## Task requirements
Retype each entry exactly. Skip any pictures.
··· Source material ···
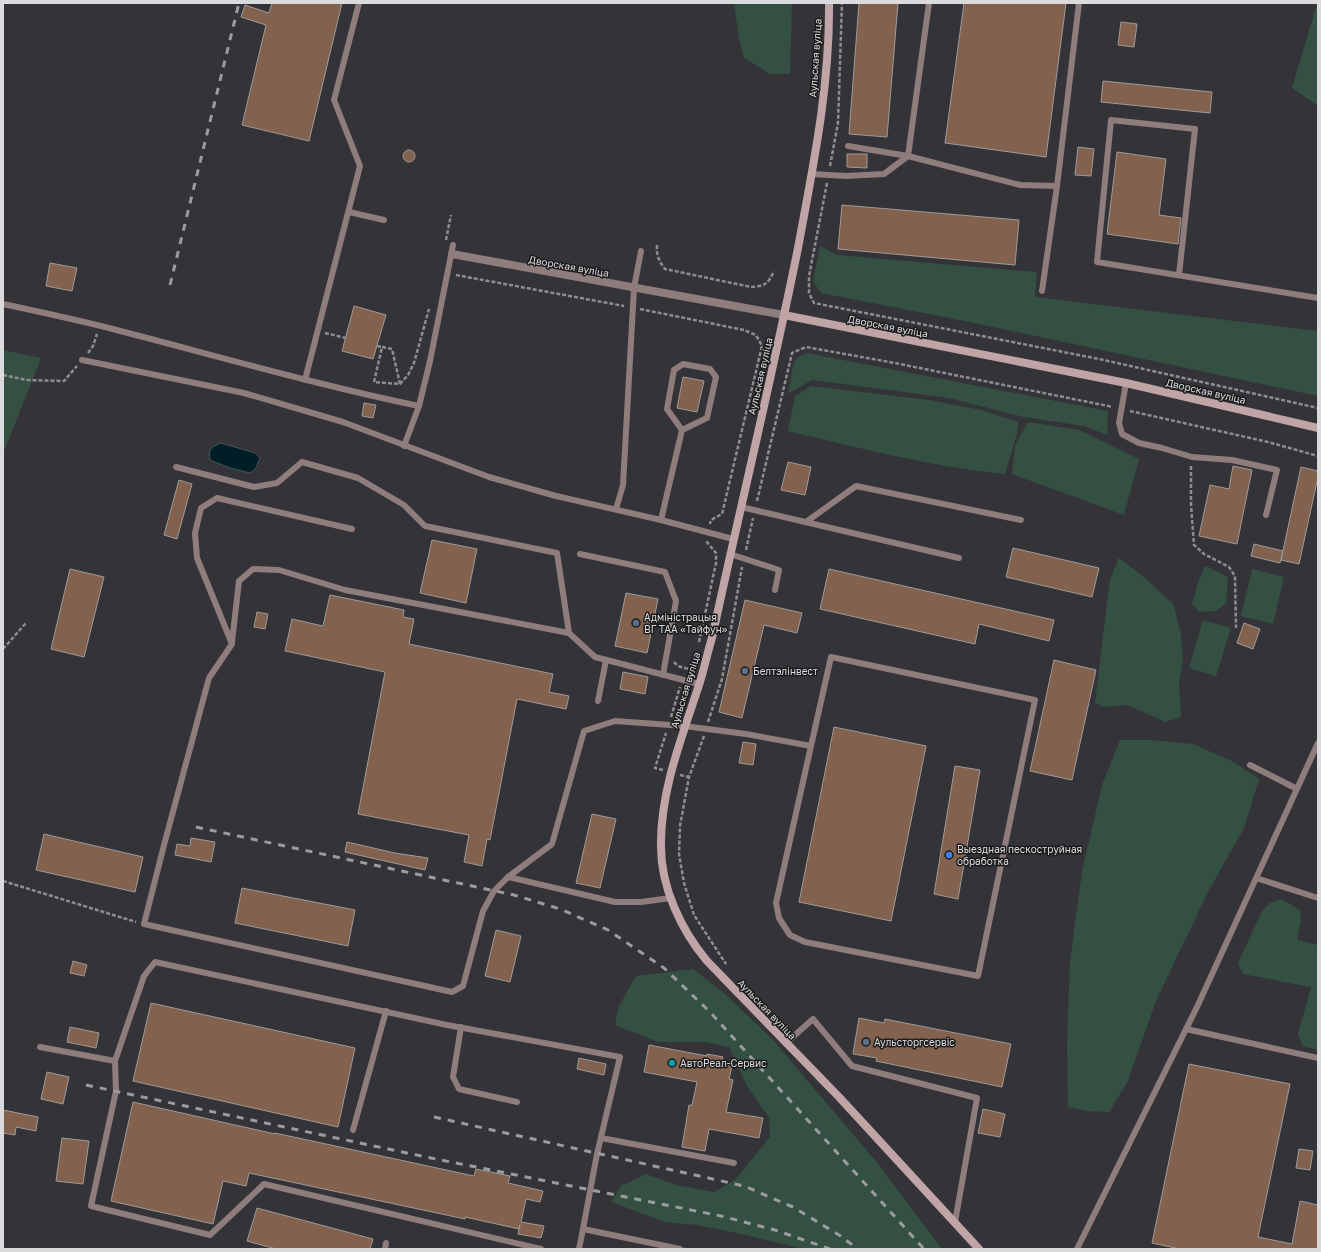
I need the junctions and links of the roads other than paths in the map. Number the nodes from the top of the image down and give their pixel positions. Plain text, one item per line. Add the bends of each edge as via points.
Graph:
1 (359, 3) edge
2 (828, 3) edge
3 (929, 3) edge
4 (1079, 3) edge
5 (848, 146) dead end
6 (908, 156) junction
7 (812, 174) junction
8 (1057, 186) junction
9 (349, 212) junction
10 (384, 220) dead end
11 (453, 245) dead end
12 (641, 251) dead end
13 (452, 254) junction
14 (1179, 275) junction
15 (634, 288) junction
16 (1042, 291) dead end
17 (1318, 298) edge
18 (3, 304) edge
19 (784, 315) junction
20 (82, 360) road end
21 (305, 380) junction
22 (1126, 383) junction
23 (419, 406) junction
24 (1318, 428) edge
25 (682, 430) junction
26 (404, 446) junction
27 (176, 467) dead end
28 (741, 507) junction
29 (616, 509) junction
30 (1266, 515) dead end
31 (661, 520) junction
32 (1021, 520) dead end
33 (806, 522) junction
34 (352, 529) dead end
35 (733, 539) junction
36 (580, 554) dead end
37 (730, 554) junction
38 (960, 558) dead end
39 (775, 590) dead end
40 (569, 633) junction
41 (232, 644) junction
42 (606, 660) junction
43 (663, 674) junction
44 (699, 684) junction
45 (598, 702) dead end
46 (684, 726) junction
47 (1318, 743) edge
48 (811, 746) junction
49 (1250, 765) dead end
50 (1296, 789) junction
51 (508, 877) junction
52 (1256, 878) junction
53 (671, 898) junction
54 (1318, 898) edge
55 (386, 1011) junction
56 (462, 1027) junction
57 (1186, 1029) junction
58 (786, 1043) junction
59 (40, 1047) dead end
60 (1318, 1058) edge
61 (115, 1061) junction
62 (517, 1102) dead end
63 (353, 1130) dead end
64 (601, 1138) junction
65 (734, 1163) dead end
66 (955, 1222) junction
67 (583, 1229) junction
68 (648, 1246) edge
69 (540, 1249) edge
70 (579, 1249) edge
71 (680, 1249) edge
72 (979, 1249) edge
73 (1077, 1249) edge

1 - 9 lane via 334,100 360,166
2 - 7 street, Аульская вуліца via 824,86
3 - 6 lane
4 - 8 lane
5 - 6 lane
6 - 7 lane via 884,174
6 - 8 lane via 1020,185
7 - 19 street, Аульская вуліца
8 - 16 lane
9 - 10 lane
9 - 21 lane
11 - 13 lane
12 - 15 lane
13 - 15 street, Дворская вуліца
13 - 23 lane
14 - 14 lane via 1098,262 1112,120 1195,129
14 - 17 lane
15 - 19 street, Дворская вуліца
15 - 29 lane via 623,485
18 - 21 lane via 99,326
19 - 22 street, Дворская вуліца
19 - 28 street, Аульская вуліца
20 - 26 lane via 244,393 344,422
21 - 23 lane
22 - 24 street, Дворская вуліца
22 - 30 lane via 1119,423 1122,434 1139,443 1192,457 1232,460 1277,470
23 - 26 lane
25 - 25 lane via 667,409 674,370 683,364 710,369 716,377 707,418
25 - 31 lane
26 - 29 lane via 488,477
27 - 40 lane via 254,487 277,483 302,462 358,478 404,505 425,526 557,553
28 - 33 lane
28 - 35 street, Аульская вуліца
29 - 31 lane
31 - 35 lane
32 - 33 lane via 856,486
33 - 38 lane
34 - 41 lane via 217,498 201,508 195,532 197,558
35 - 37 street, Аульская вуліца
36 - 43 lane via 665,572 676,601
37 - 39 lane via 779,570
37 - 44 street, Аульская вуліца
40 - 41 lane via 345,590 279,570 253,569 238,581
40 - 42 lane via 595,658
41 - 51 lane via 209,678 144,924 452,992 463,986 483,911 494,891
42 - 43 lane
42 - 45 lane
43 - 44 lane
44 - 46 street, Аульская вуліца
46 - 48 lane
46 - 51 lane via 615,721 584,732 552,844
46 - 53 street, Аульская вуліца via 663,813 661,848
47 - 50 lane
48 - 48 lane via 776,903 779,918 790,934 805,942 978,976 1035,700 831,657
49 - 50 lane
50 - 52 lane
51 - 53 lane via 615,902
52 - 54 lane
52 - 57 lane
53 - 58 street, Аульская вуліца via 695,947 706,961
55 - 56 lane
55 - 61 lane via 155,962 144,976
55 - 63 lane
56 - 62 lane via 453,1077 459,1089
56 - 64 lane via 620,1057
57 - 60 lane
57 - 73 lane
58 - 66 street, Аульская вуліца
58 - 66 lane via 813,1019 852,1066 977,1098
59 - 61 lane
61 - 69 lane via 116,1091 91,1206 210,1235 264,1184
64 - 65 lane
64 - 67 lane
66 - 72 street, Аульская вуліца
67 - 68 lane
67 - 70 lane
68 - 71 lane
···
## Expected answer
I need the junctions and links of the roads other than paths in the map. Number the nodes from the top of the image down and give their pixel positions. Plain text, one item per line. Add the bends of each edge as via points.
Graph:
1 (359, 3) edge
2 (828, 3) edge
3 (929, 3) edge
4 (1079, 3) edge
5 (848, 146) dead end
6 (908, 156) junction
7 (812, 174) junction
8 (1057, 186) junction
9 (349, 212) junction
10 (384, 220) dead end
11 (453, 245) dead end
12 (641, 251) dead end
13 (452, 254) junction
14 (1179, 275) junction
15 (634, 288) junction
16 (1042, 291) dead end
17 (1318, 298) edge
18 (3, 304) edge
19 (784, 315) junction
20 (82, 360) road end
21 (305, 380) junction
22 (1126, 383) junction
23 (419, 406) junction
24 (1318, 428) edge
25 (682, 430) junction
26 (404, 446) junction
27 (176, 467) dead end
28 (741, 507) junction
29 (616, 509) junction
30 (1266, 515) dead end
31 (661, 520) junction
32 (1021, 520) dead end
33 (806, 522) junction
34 (352, 529) dead end
35 (733, 539) junction
36 (580, 554) dead end
37 (730, 554) junction
38 (960, 558) dead end
39 (775, 590) dead end
40 (569, 633) junction
41 (232, 644) junction
42 (606, 660) junction
43 (663, 674) junction
44 (699, 684) junction
45 (598, 702) dead end
46 (684, 726) junction
47 (1318, 743) edge
48 (811, 746) junction
49 (1250, 765) dead end
50 (1296, 789) junction
51 (508, 877) junction
52 (1256, 878) junction
53 (671, 898) junction
54 (1318, 898) edge
55 (386, 1011) junction
56 (462, 1027) junction
57 (1186, 1029) junction
58 (786, 1043) junction
59 (40, 1047) dead end
60 (1318, 1058) edge
61 (115, 1061) junction
62 (517, 1102) dead end
63 (353, 1130) dead end
64 (601, 1138) junction
65 (734, 1163) dead end
66 (955, 1222) junction
67 (583, 1229) junction
68 (648, 1246) edge
69 (540, 1249) edge
70 (579, 1249) edge
71 (680, 1249) edge
72 (979, 1249) edge
73 (1077, 1249) edge

1 - 9 lane via 334,100 360,166
2 - 7 street, Аульская вуліца via 824,86
3 - 6 lane
4 - 8 lane
5 - 6 lane
6 - 7 lane via 884,174
6 - 8 lane via 1020,185
7 - 19 street, Аульская вуліца
8 - 16 lane
9 - 10 lane
9 - 21 lane
11 - 13 lane
12 - 15 lane
13 - 15 street, Дворская вуліца
13 - 23 lane
14 - 14 lane via 1098,262 1112,120 1195,129
14 - 17 lane
15 - 19 street, Дворская вуліца
15 - 29 lane via 623,485
18 - 21 lane via 99,326
19 - 22 street, Дворская вуліца
19 - 28 street, Аульская вуліца
20 - 26 lane via 244,393 344,422
21 - 23 lane
22 - 24 street, Дворская вуліца
22 - 30 lane via 1119,423 1122,434 1139,443 1192,457 1232,460 1277,470
23 - 26 lane
25 - 25 lane via 667,409 674,370 683,364 710,369 716,377 707,418
25 - 31 lane
26 - 29 lane via 488,477
27 - 40 lane via 254,487 277,483 302,462 358,478 404,505 425,526 557,553
28 - 33 lane
28 - 35 street, Аульская вуліца
29 - 31 lane
31 - 35 lane
32 - 33 lane via 856,486
33 - 38 lane
34 - 41 lane via 217,498 201,508 195,532 197,558
35 - 37 street, Аульская вуліца
36 - 43 lane via 665,572 676,601
37 - 39 lane via 779,570
37 - 44 street, Аульская вуліца
40 - 41 lane via 345,590 279,570 253,569 238,581
40 - 42 lane via 595,658
41 - 51 lane via 209,678 144,924 452,992 463,986 483,911 494,891
42 - 43 lane
42 - 45 lane
43 - 44 lane
44 - 46 street, Аульская вуліца
46 - 48 lane
46 - 51 lane via 615,721 584,732 552,844
46 - 53 street, Аульская вуліца via 663,813 661,848
47 - 50 lane
48 - 48 lane via 776,903 779,918 790,934 805,942 978,976 1035,700 831,657
49 - 50 lane
50 - 52 lane
51 - 53 lane via 615,902
52 - 54 lane
52 - 57 lane
53 - 58 street, Аульская вуліца via 695,947 706,961
55 - 56 lane
55 - 61 lane via 155,962 144,976
55 - 63 lane
56 - 62 lane via 453,1077 459,1089
56 - 64 lane via 620,1057
57 - 60 lane
57 - 73 lane
58 - 66 street, Аульская вуліца
58 - 66 lane via 813,1019 852,1066 977,1098
59 - 61 lane
61 - 69 lane via 116,1091 91,1206 210,1235 264,1184
64 - 65 lane
64 - 67 lane
66 - 72 street, Аульская вуліца
67 - 68 lane
67 - 70 lane
68 - 71 lane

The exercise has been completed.